Problem =
Word for word, and with pictures excluded, copy out all the records that follow.

★ ★ ★ ★ ★

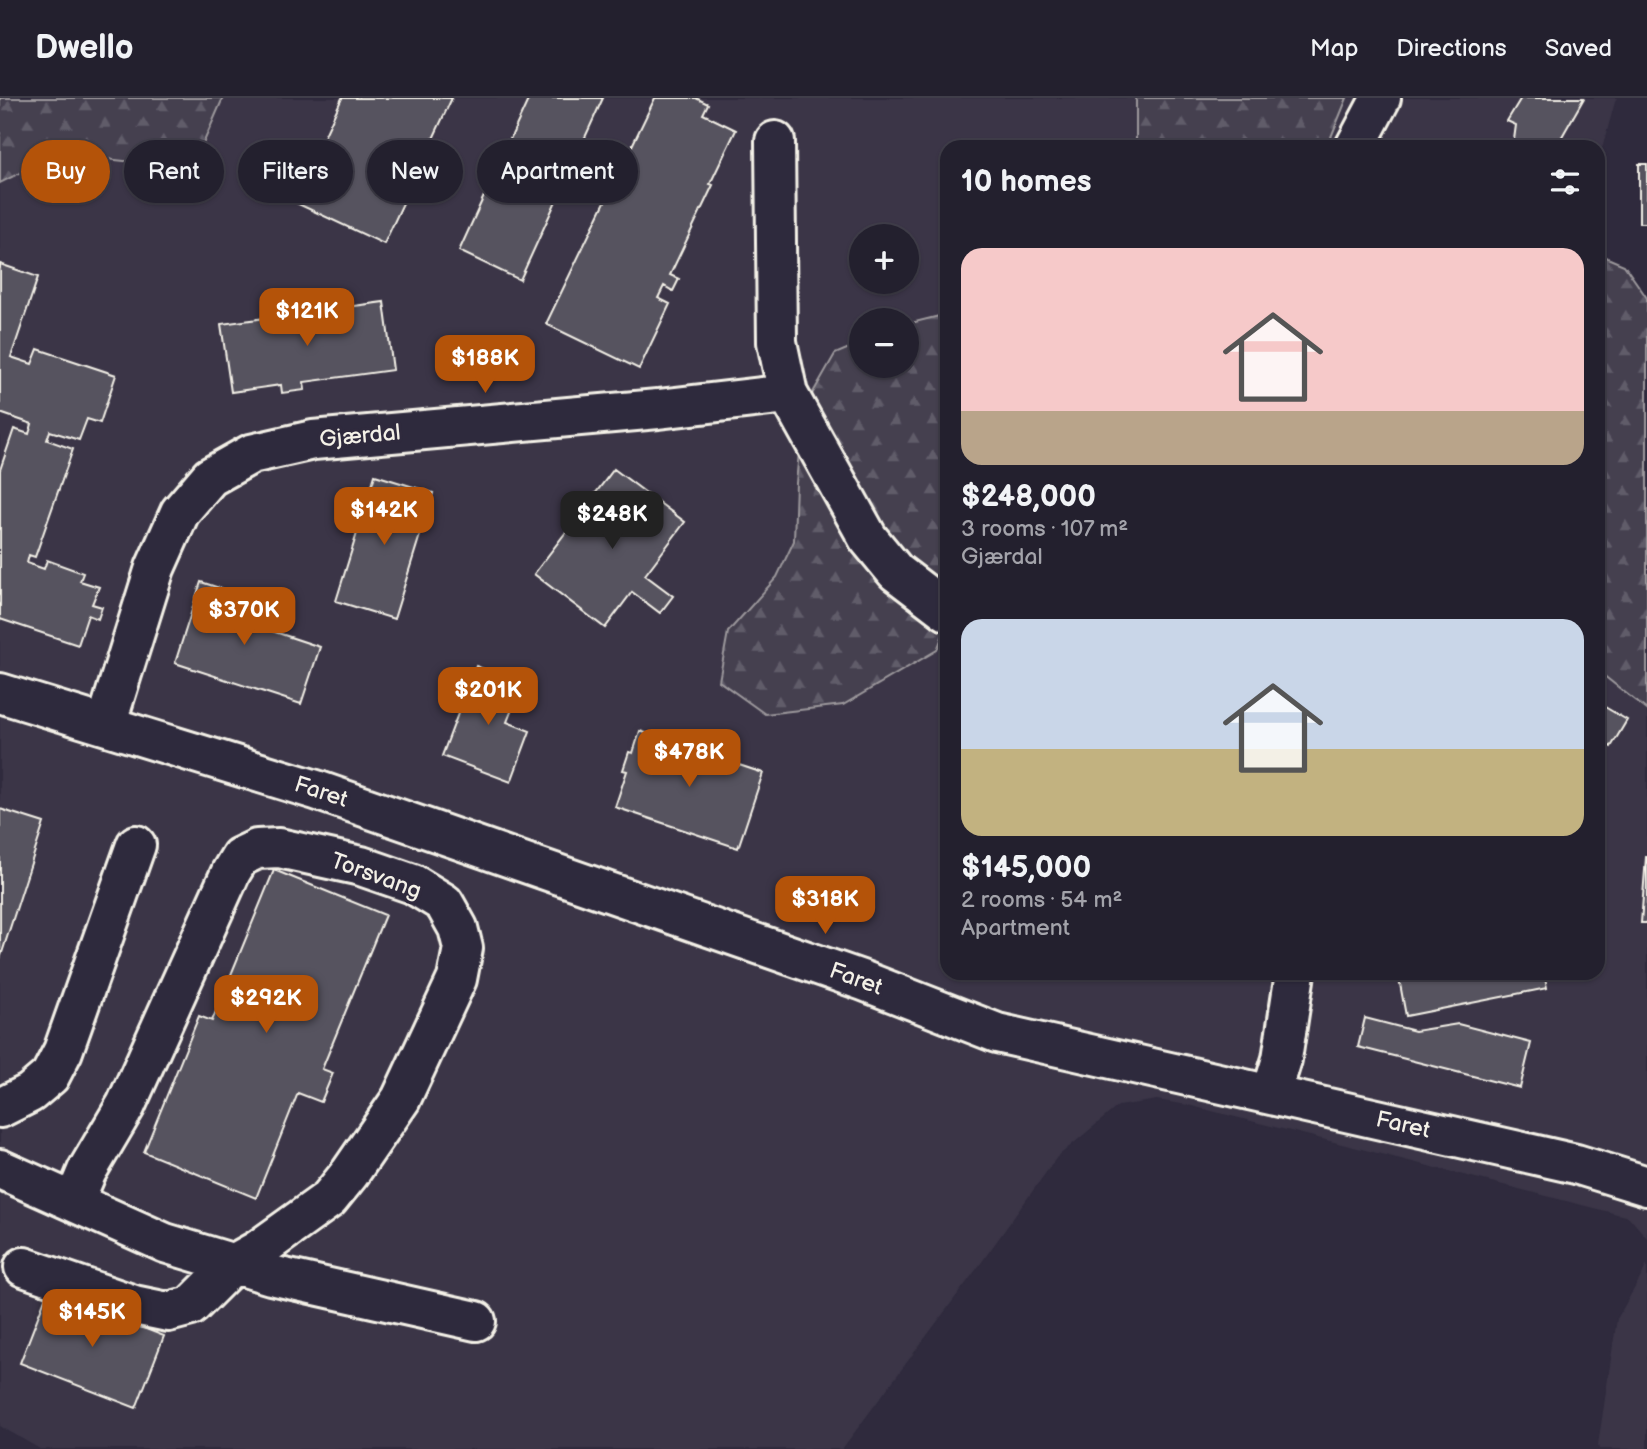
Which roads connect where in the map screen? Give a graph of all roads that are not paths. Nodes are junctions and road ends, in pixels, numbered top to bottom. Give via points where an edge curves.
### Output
1 (1381, 98) edge
2 (1358, 140) edge
3 (775, 141) dead end
4 (788, 394) junction
5 (940, 606) edge
6 (0, 693) edge
7 (106, 725) junction
8 (136, 845) dead end
9 (1294, 980) edge
10 (1271, 1095) junction
11 (0, 1108) edge
12 (0, 1169) edge
13 (1647, 1186) edge
14 (74, 1202) junction
15 (233, 1264) junction
16 (24, 1267) dead end
17 (476, 1321) dead end

1 - 2 street
3 - 4 street via 777,342
4 - 5 street via 868,538 896,572
4 - 7 street, Gjærdal via 313,440 251,454 210,477 180,512 155,568
6 - 7 street, Faret
7 - 10 street, Faret via 316,790 864,981 997,1033
8 - 11 street via 63,1051 50,1076 30,1093
9 - 10 street via 1282,1059
10 - 13 street, Faret via 1576,1164
12 - 14 street
14 - 15 street via 165,1243
14 - 15 street, Torsvang via 86,1171 126,1105 240,857 257,849 279,848 361,866 413,884 444,903 463,948 457,979 401,1099 329,1199
15 - 16 street, Torsvang via 191,1306 168,1312 134,1306
15 - 17 street

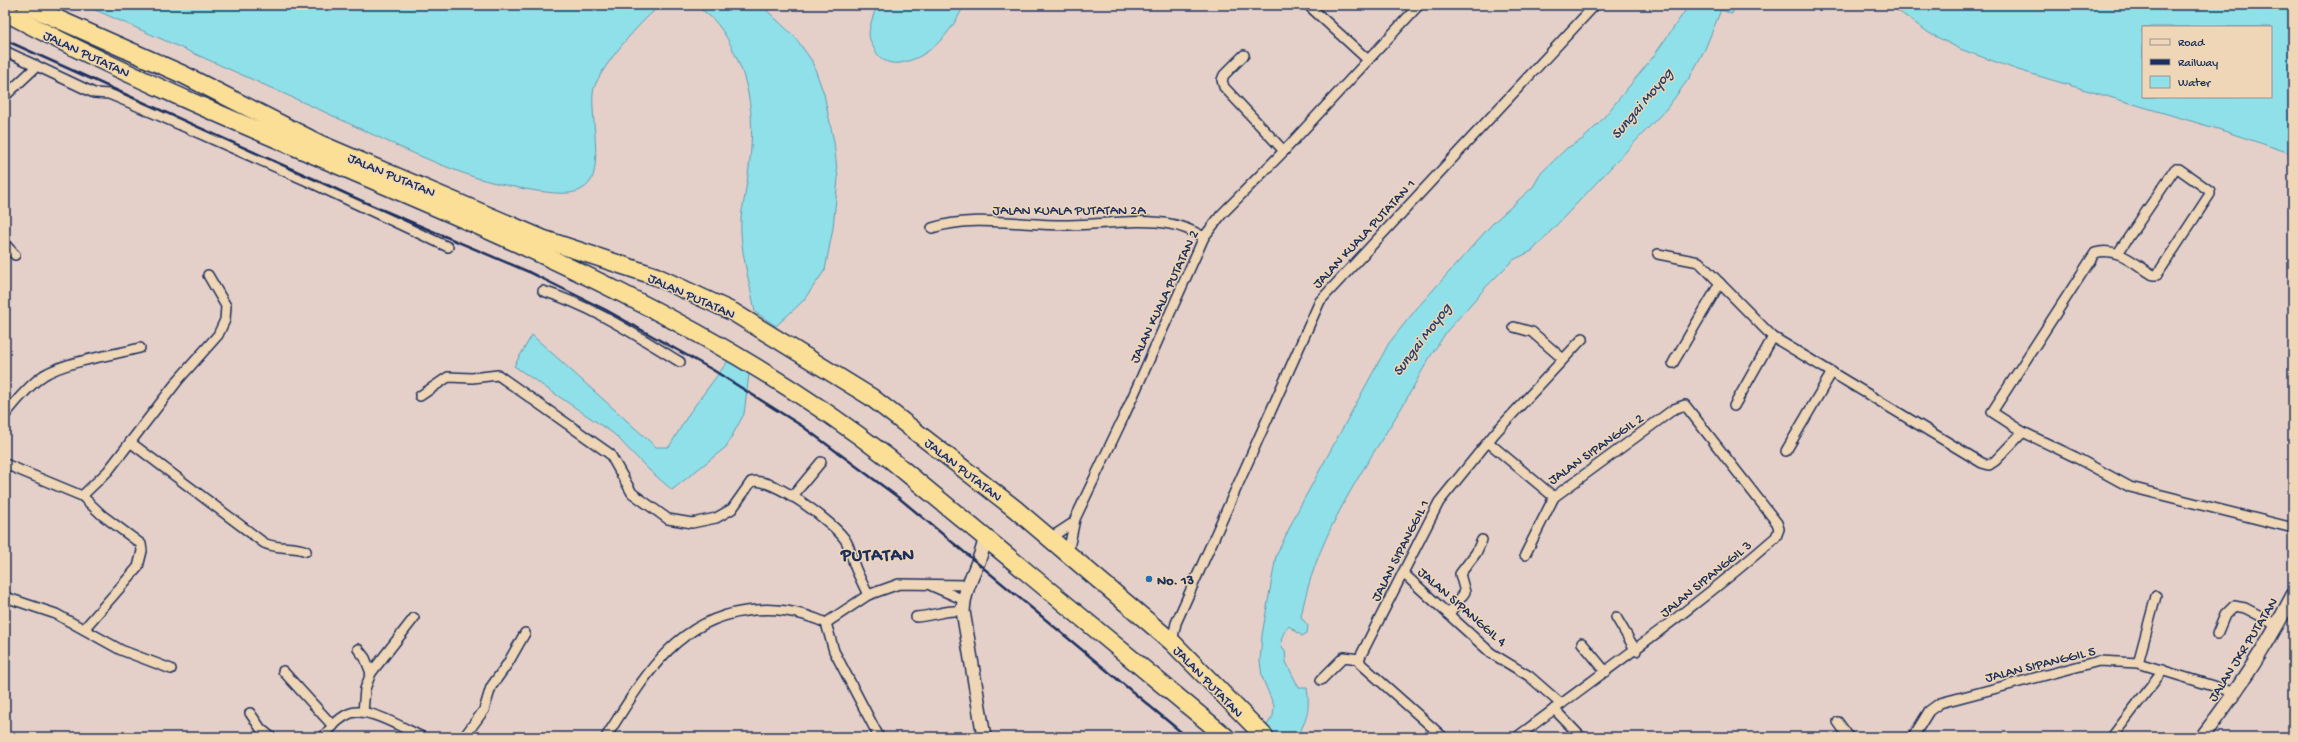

★ ★ ★ ★ ★

Answer box =
Which roads connect where in the map screen? Give a graph of all roads that are not paths. Nodes are junctions and road ends, in pixels, numbered top to bottom. Give via points where an edge curves.
### Output
1 (1381, 98) edge
2 (1358, 140) edge
3 (775, 141) dead end
4 (788, 394) junction
5 (940, 606) edge
6 (0, 693) edge
7 (106, 725) junction
8 (136, 845) dead end
9 (1294, 980) edge
10 (1271, 1095) junction
11 (0, 1108) edge
12 (0, 1169) edge
13 (1647, 1186) edge
14 (74, 1202) junction
15 (233, 1264) junction
16 (24, 1267) dead end
17 (476, 1321) dead end

1 - 2 street
3 - 4 street via 777,342
4 - 5 street via 868,538 896,572
4 - 7 street, Gjærdal via 313,440 251,454 210,477 180,512 155,568
6 - 7 street, Faret
7 - 10 street, Faret via 316,790 864,981 997,1033
8 - 11 street via 63,1051 50,1076 30,1093
9 - 10 street via 1282,1059
10 - 13 street, Faret via 1576,1164
12 - 14 street
14 - 15 street via 165,1243
14 - 15 street, Torsvang via 86,1171 126,1105 240,857 257,849 279,848 361,866 413,884 444,903 463,948 457,979 401,1099 329,1199
15 - 16 street, Torsvang via 191,1306 168,1312 134,1306
15 - 17 street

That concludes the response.